And what of the faithfulness to the original? Well, overall, the 1978 film is pretty faithful. We lose some of the passengers (the Allertons, mother & son; James Fanthorpe, and Guido Richetti) as well as Fleetwood, an engineer on the boat who just happened to be the maid Louise's ex-lover. Colonel Race is the one who is there on behalf of Linnett's British solicitors and interferes when Pennington tries to get her to sign papers without reading them. And the subplot of jewel thefts has gone by the wayside. We have Mrs. Van Schuyler the kleptomaniac doing all the stealing. The extra murders run according to schedule, though the discovery of the maid's body takes place a little differently (and takes place a little differently in all three films). And then there's Simon Doyle. Simon has way more bravado in the wrap-up scene then he is given credit for in Christie's original work. The confrontation with Doyle takes place off-stage, as it were, in the book and he immediately cracks. In the film's grand finale, Doyle tries very hard to brazen his way out and does well until Poirot threatens him with the fictional "Moulage test." No such bluff takes place in the book.

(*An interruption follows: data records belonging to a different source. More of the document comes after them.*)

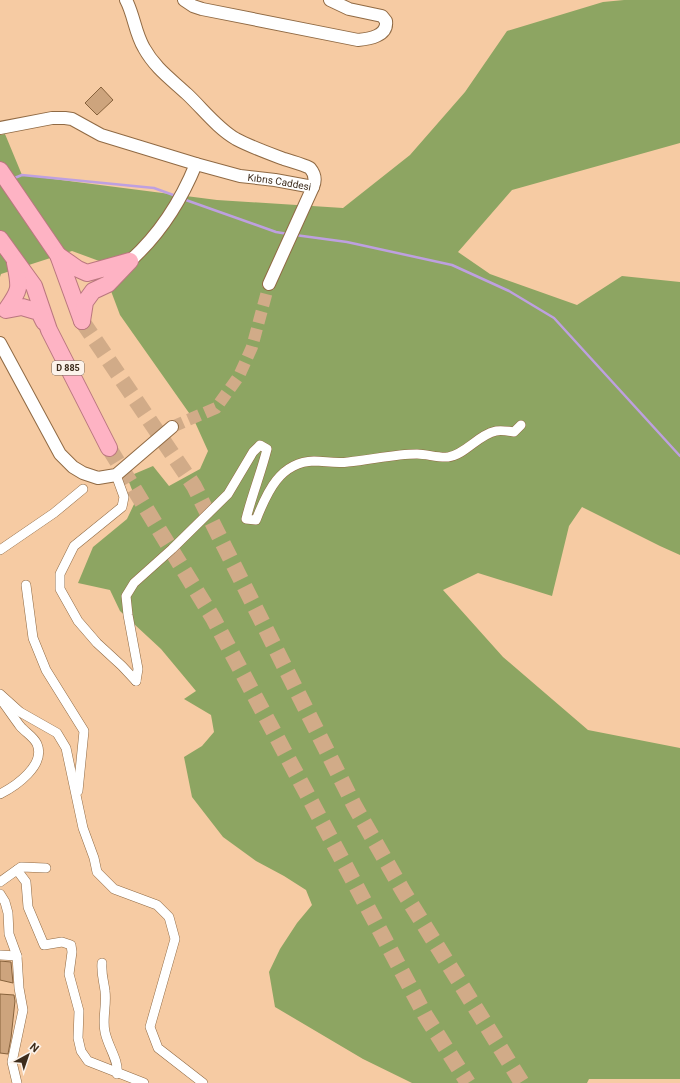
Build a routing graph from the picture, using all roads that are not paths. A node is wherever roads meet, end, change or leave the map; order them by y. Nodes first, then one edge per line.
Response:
1 (126, 0) edge
2 (184, 0) edge
3 (330, 0) edge
4 (0, 128) edge
5 (196, 164) junction
6 (0, 170) edge
7 (311, 191) junction
8 (0, 239) edge
9 (58, 255) junction
10 (14, 258) junction
11 (130, 261) junction
12 (269, 284) tunnel mouth
13 (3, 311) edge
14 (49, 330) junction
15 (0, 344) edge
16 (521, 425) dead end
17 (172, 427) tunnel mouth
18 (110, 448) tunnel mouth
19 (116, 475) junction
20 (83, 489) dead end
21 (0, 550) edge
22 (26, 585) dead end
23 (0, 694) edge
24 (0, 698) edge
25 (0, 794) edge
26 (77, 803) junction
27 (46, 868) dead end
28 (17, 870) junction
29 (0, 882) edge
30 (0, 894) edge
31 (0, 955) edge
32 (17, 956) junction
33 (102, 964) dead end
34 (117, 1074) junction
35 (16, 1083) edge
36 (144, 1083) edge
37 (203, 1083) edge

1 - 7 street, Kıbrıs Caddesi
2 - 3 street
4 - 5 street, Kıbrıs Caddesi
5 - 7 street, Kıbrıs Caddesi
5 - 11 street
6 - 9 highway
7 - 12 street
8 - 10 highway, D 885
9 - 11 highway
9 - 11 highway
10 - 13 highway
10 - 14 highway, D 885
13 - 14 highway
14 - 18 highway, D 885
15 - 19 street
16 - 19 street
17 - 19 street
20 - 21 street
22 - 26 street
23 - 26 street
24 - 25 street
26 - 37 street
27 - 28 street
28 - 29 street
28 - 34 street
30 - 32 street
31 - 32 street
32 - 35 street
33 - 34 street
34 - 36 street

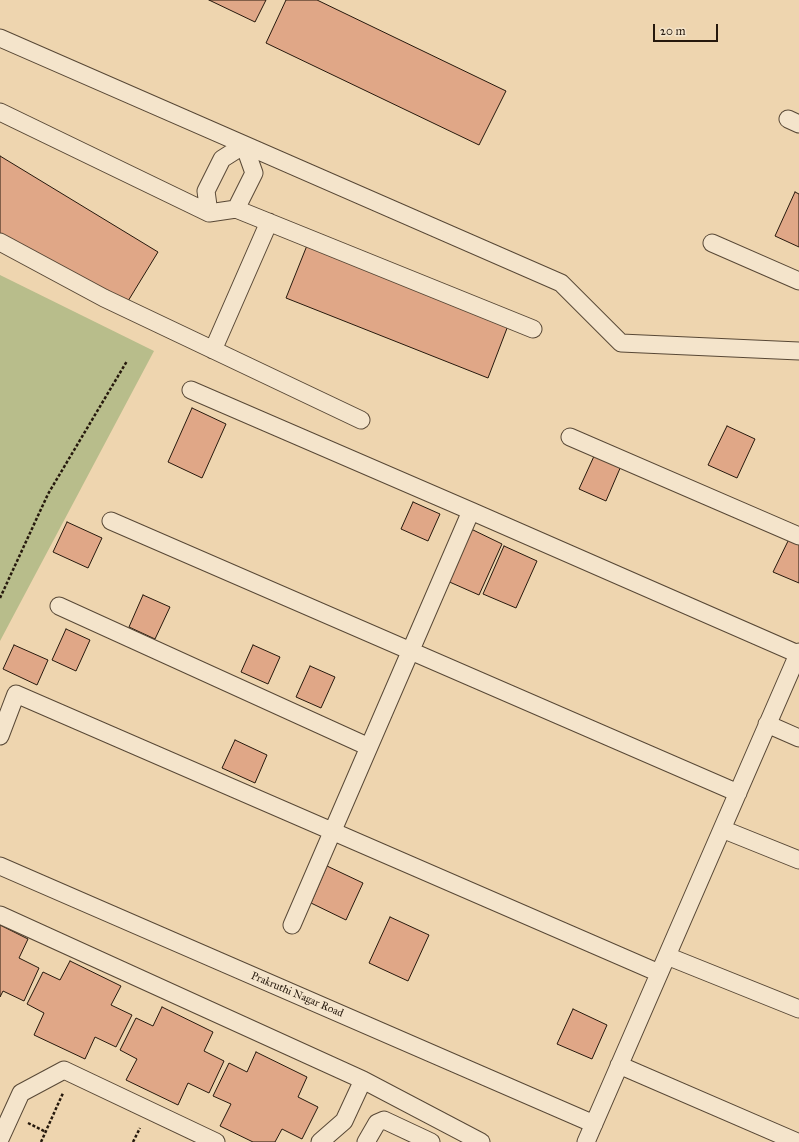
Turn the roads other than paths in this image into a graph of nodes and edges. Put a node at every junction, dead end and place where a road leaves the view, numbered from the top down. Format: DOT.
graph roads {
  1 [pos="0,38"];
  2 [pos="0,112"];
  3 [pos="244,145"];
  4 [pos="236,209"];
  5 [pos="209,213"];
  6 [pos="269,222"];
  7 [pos="0,242"];
  8 [pos="712,243"];
  9 [pos="799,281"];
  10 [pos="533,330"];
  11 [pos="213,350"];
  12 [pos="799,351"];
  13 [pos="191,390"];
  14 [pos="361,420"];
  15 [pos="570,437"];
  16 [pos="471,511"];
  17 [pos="111,521"];
  18 [pos="799,536"];
  19 [pos="59,606"];
  20 [pos="411,651"];
  21 [pos="799,653"];
  22 [pos="767,724"];
  23 [pos="0,736"];
  24 [pos="799,738"];
  25 [pos="369,747"];
  26 [pos="738,792"];
  27 [pos="722,829"];
  28 [pos="332,831"];
  29 [pos="799,860"];
  30 [pos="0,866"];
  31 [pos="0,915"];
  32 [pos="292,925"];
  33 [pos="667,956"];
  34 [pos="659,973"];
  35 [pos="799,1009"];
  36 [pos="619,1065"];
  37 [pos="363,1080"];
  38 [pos="594,1124"];
  39 [pos="0,1141"];
  40 [pos="216,1142"];
  41 [pos="320,1142"];
  42 [pos="366,1142"];
  43 [pos="431,1142"];
  44 [pos="481,1142"];
  45 [pos="586,1142"];
  46 [pos="797,1142"];
  1 -- 3 [label="street"];
  2 -- 5 [label="street"];
  3 -- 4 [label="street"];
  3 -- 5 [label="street"];
  3 -- 12 [label="street"];
  4 -- 5 [label="street"];
  4 -- 6 [label="street"];
  6 -- 10 [label="street"];
  6 -- 11 [label="street"];
  7 -- 11 [label="street"];
  8 -- 9 [label="street"];
  11 -- 14 [label="street"];
  13 -- 16 [label="street"];
  15 -- 18 [label="street"];
  16 -- 20 [label="street"];
  16 -- 21 [label="street"];
  17 -- 20 [label="street"];
  19 -- 25 [label="street"];
  20 -- 25 [label="street"];
  20 -- 26 [label="street"];
  21 -- 22 [label="street"];
  22 -- 24 [label="street"];
  22 -- 26 [label="street"];
  23 -- 28 [label="street"];
  25 -- 28 [label="street"];
  26 -- 27 [label="street"];
  27 -- 29 [label="street"];
  27 -- 33 [label="street"];
  28 -- 32 [label="street"];
  28 -- 34 [label="street"];
  30 -- 38 [label="street, Prakruthi Nagar Road"];
  31 -- 37 [label="street"];
  33 -- 34 [label="street"];
  33 -- 35 [label="street"];
  34 -- 36 [label="street"];
  36 -- 38 [label="street"];
  36 -- 46 [label="street"];
  37 -- 41 [label="street"];
  37 -- 44 [label="street"];
  38 -- 45 [label="street"];
  39 -- 40 [label="street"];
  42 -- 43 [label="street"];
}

But--given the needs that visual media have that the written word does not, this is a very faithful rendering of Christie's story.

Death on the Nile, Take Two!

We couldn't get everyone in front of the camera at the same time.

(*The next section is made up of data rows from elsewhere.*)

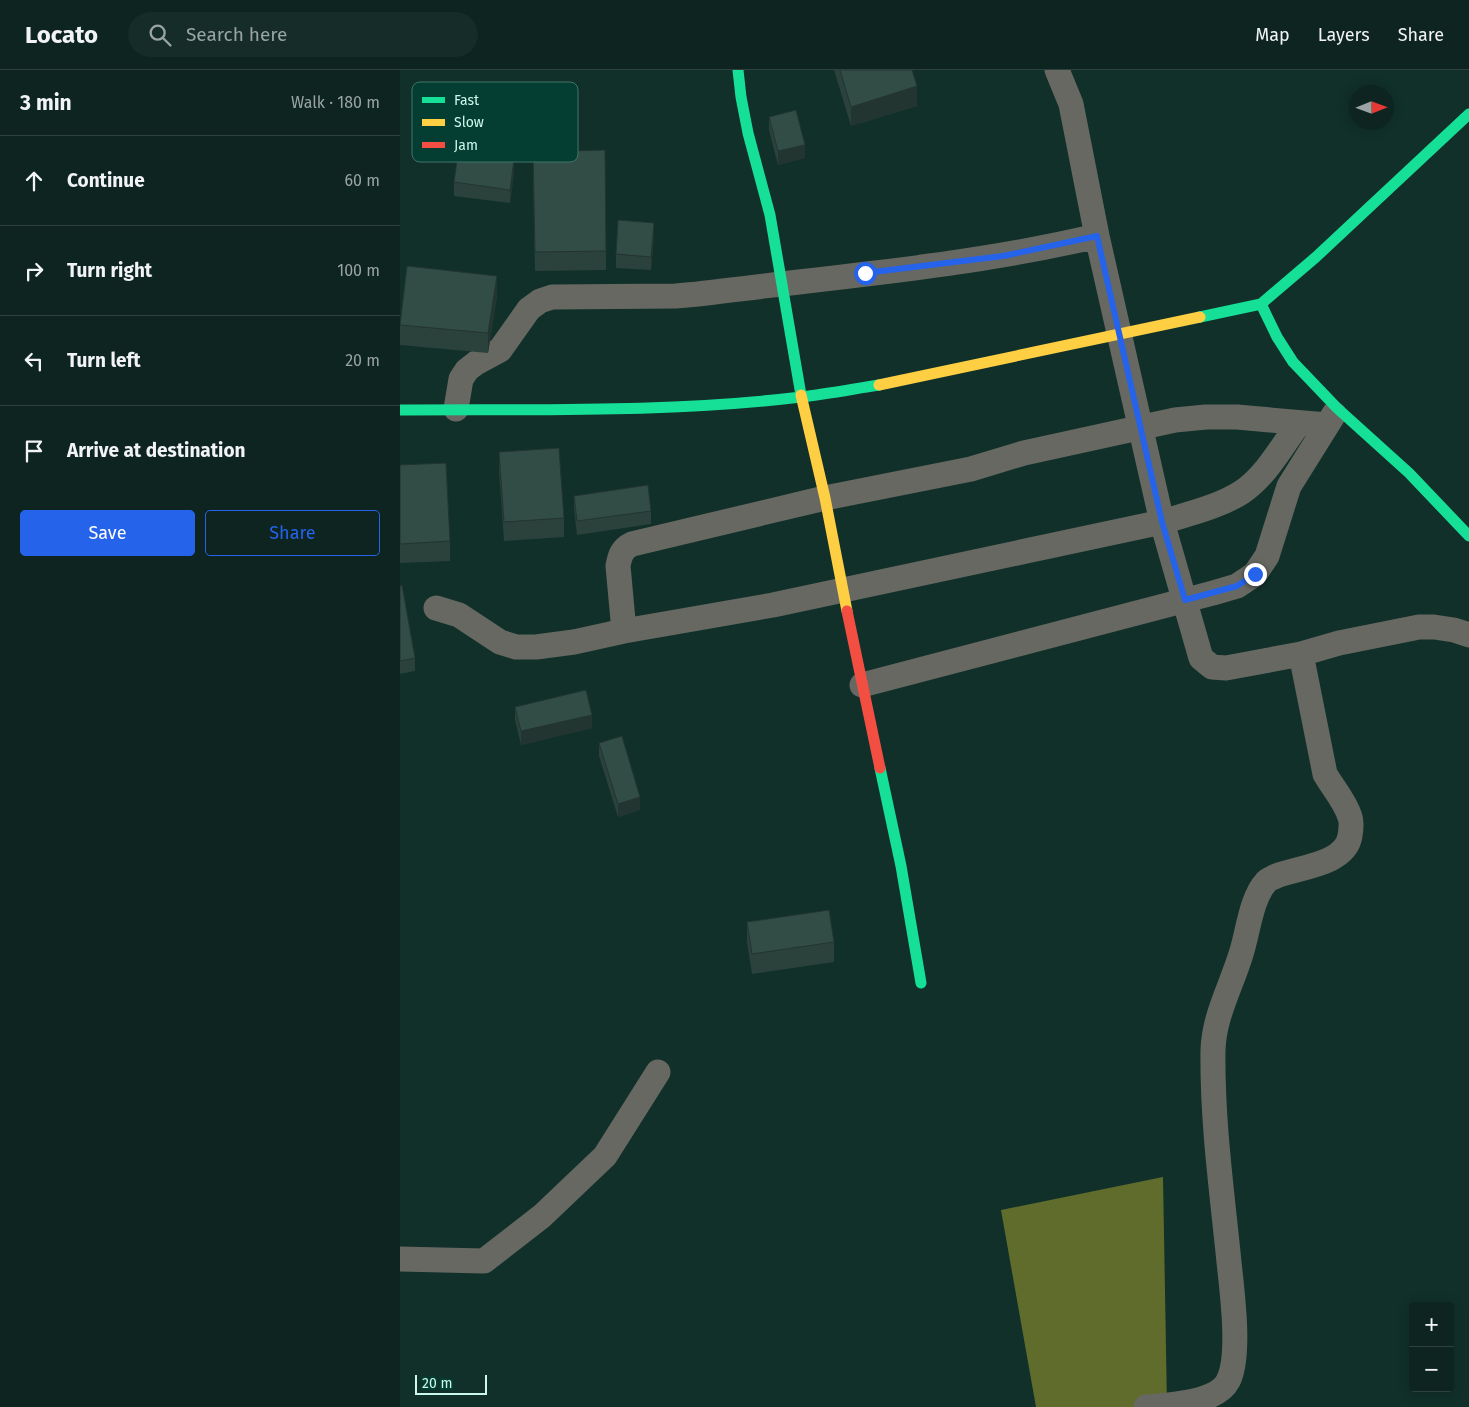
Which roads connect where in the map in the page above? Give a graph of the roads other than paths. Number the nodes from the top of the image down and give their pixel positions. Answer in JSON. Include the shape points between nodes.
{"nodes":[{"id":1,"x":738,"y":70,"type":"edge"},
{"id":2,"x":1057,"y":70,"type":"edge"},
{"id":3,"x":1469,"y":114,"type":"edge"},
{"id":4,"x":1097,"y":236,"type":"junction"},
{"id":5,"x":782,"y":283,"type":"junction"},
{"id":6,"x":1261,"y":304,"type":"junction"},
{"id":7,"x":1119,"y":335,"type":"junction"},
{"id":8,"x":801,"y":397,"type":"junction"},
{"id":9,"x":456,"y":409,"type":"junction"},
{"id":10,"x":400,"y":410,"type":"edge"},
{"id":11,"x":1332,"y":416,"type":"junction"},
{"id":12,"x":1299,"y":424,"type":"junction"},
{"id":13,"x":1140,"y":427,"type":"junction"},
{"id":14,"x":825,"y":498,"type":"junction"},
{"id":15,"x":1162,"y":522,"type":"junction"},
{"id":16,"x":1469,"y":536,"type":"edge"},
{"id":17,"x":842,"y":590,"type":"junction"},
{"id":18,"x":1185,"y":600,"type":"junction"},
{"id":19,"x":436,"y":608,"type":"dead end"},
{"id":20,"x":624,"y":631,"type":"junction"},
{"id":21,"x":1469,"y":635,"type":"edge"},
{"id":22,"x":1301,"y":654,"type":"junction"},
{"id":23,"x":862,"y":685,"type":"junction"},
{"id":24,"x":920,"y":983,"type":"dead end"},
{"id":25,"x":658,"y":1072,"type":"dead end"},
{"id":26,"x":400,"y":1259,"type":"edge"},
{"id":27,"x":1146,"y":1407,"type":"edge"}],
"edges":[{"from":1,"to":5,"type":"street","via":[[741,97],[770,216]]},
{"from":2,"to":4,"type":"street","via":[[1071,104]]},
{"from":3,"to":6,"type":"street"},
{"from":4,"to":5,"type":"street","via":[[968,261]]},
{"from":4,"to":7,"type":"street"},
{"from":5,"to":8,"type":"street"},
{"from":5,"to":9,"type":"street","via":[[676,296],[552,297],[540,301],[529,309],[500,350],[467,370],[461,379]]},
{"from":6,"to":7,"type":"street"},
{"from":6,"to":11,"type":"street","via":[[1293,362]]},
{"from":7,"to":8,"type":"street","via":[[889,383]]},
{"from":7,"to":13,"type":"street"},
{"from":8,"to":9,"type":"street","via":[[628,409]]},
{"from":8,"to":14,"type":"street"},
{"from":9,"to":10,"type":"street"},
{"from":11,"to":12,"type":"street"},
{"from":11,"to":16,"type":"street","via":[[1409,473]]},
{"from":11,"to":18,"type":"street","via":[[1289,486],[1267,556],[1255,574],[1237,586]]},
{"from":12,"to":13,"type":"street","via":[[1206,417]]},
{"from":12,"to":15,"type":"street","via":[[1261,474],[1242,492],[1220,503]]},
{"from":13,"to":14,"type":"street","via":[[1024,453],[972,469]]},
{"from":13,"to":15,"type":"street"},
{"from":14,"to":17,"type":"street"},
{"from":14,"to":20,"type":"street","via":[[625,547],[618,566]]},
{"from":15,"to":17,"type":"street"},
{"from":15,"to":18,"type":"street"},
{"from":17,"to":20,"type":"street"},
{"from":17,"to":23,"type":"street"},
{"from":18,"to":22,"type":"street","via":[[1201,658],[1212,667],[1226,668]]},
{"from":18,"to":23,"type":"street"},
{"from":19,"to":20,"type":"street","via":[[459,615],[500,642],[516,647],[574,642]]},
{"from":21,"to":22,"type":"street","via":[[1419,627]]},
{"from":22,"to":27,"type":"street","via":[[1325,774],[1345,804],[1351,820],[1349,839],[1344,851],[1323,863],[1267,880],[1257,895],[1242,953],[1220,1011],[1213,1049],[1214,1104],[1233,1310],[1234,1359],[1228,1382],[1215,1393],[1194,1402]]},
{"from":23,"to":24,"type":"street","via":[[901,866]]},
{"from":25,"to":26,"type":"street","via":[[605,1156],[542,1216],[484,1260]]}]}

In 2004 David Suchet takes his own little trip down the Nile. With a television budget, Poirot wasn't surrounded by near as many big name actors, but we do have David Soul of original Starsky & Hutch fame and we get to see Emily Blunt in role of chief victim, Linnett Ridgeway. And...having brought her up...can I just say that a: I don't see Linnett as a platinum blonde (perhaps because of the 1978 film) and b: Emily Blunt is not convincing as a platinum blonde.

Oh no! I put on the wrong wig.

 She looks like she's wearing an ill-fitting wig that belongs to somebody else. And she's a spoiled rich b---- to her core. In the 1978 film, Lois Chiles gives Linnett a bit of humanity at the beginning. She seems ready to help her friend Jackie until she actually sees Simon and decides she wants him and is going to have him. The scene in 2004 is cut to such an extent that I never got the sense that Linnett was very connected to Jackie. J.J. Feild does the boyish look of Simon very well, but I didn't feel like he got the character quite right during the period where he was supposed to be fed up with Jackie.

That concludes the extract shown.